The records =>
-*-*-
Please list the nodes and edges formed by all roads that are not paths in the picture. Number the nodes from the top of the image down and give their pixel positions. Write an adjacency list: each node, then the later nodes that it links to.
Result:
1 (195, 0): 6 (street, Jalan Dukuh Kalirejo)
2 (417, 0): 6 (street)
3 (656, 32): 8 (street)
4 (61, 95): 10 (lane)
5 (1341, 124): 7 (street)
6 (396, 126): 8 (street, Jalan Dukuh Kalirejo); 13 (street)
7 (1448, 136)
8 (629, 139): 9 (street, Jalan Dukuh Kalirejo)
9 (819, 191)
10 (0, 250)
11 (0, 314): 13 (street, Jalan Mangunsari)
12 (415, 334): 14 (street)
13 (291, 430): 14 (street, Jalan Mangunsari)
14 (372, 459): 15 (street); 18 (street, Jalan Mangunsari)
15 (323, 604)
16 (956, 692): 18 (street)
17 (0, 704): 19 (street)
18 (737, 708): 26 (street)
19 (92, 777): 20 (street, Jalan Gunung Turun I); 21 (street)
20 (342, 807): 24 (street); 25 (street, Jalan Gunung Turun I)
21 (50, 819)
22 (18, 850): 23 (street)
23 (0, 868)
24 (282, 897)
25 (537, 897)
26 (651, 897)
-*-*-
A verbatim output of all the data above is needed.

Output of the task =>
Please list the nodes and edges formed by all roads that are not paths in the picture. Number the nodes from the top of the image down and give their pixel positions. Write an adjacency list: each node, then the later nodes that it links to.
Result:
1 (195, 0): 6 (street, Jalan Dukuh Kalirejo)
2 (417, 0): 6 (street)
3 (656, 32): 8 (street)
4 (61, 95): 10 (lane)
5 (1341, 124): 7 (street)
6 (396, 126): 8 (street, Jalan Dukuh Kalirejo); 13 (street)
7 (1448, 136)
8 (629, 139): 9 (street, Jalan Dukuh Kalirejo)
9 (819, 191)
10 (0, 250)
11 (0, 314): 13 (street, Jalan Mangunsari)
12 (415, 334): 14 (street)
13 (291, 430): 14 (street, Jalan Mangunsari)
14 (372, 459): 15 (street); 18 (street, Jalan Mangunsari)
15 (323, 604)
16 (956, 692): 18 (street)
17 (0, 704): 19 (street)
18 (737, 708): 26 (street)
19 (92, 777): 20 (street, Jalan Gunung Turun I); 21 (street)
20 (342, 807): 24 (street); 25 (street, Jalan Gunung Turun I)
21 (50, 819)
22 (18, 850): 23 (street)
23 (0, 868)
24 (282, 897)
25 (537, 897)
26 (651, 897)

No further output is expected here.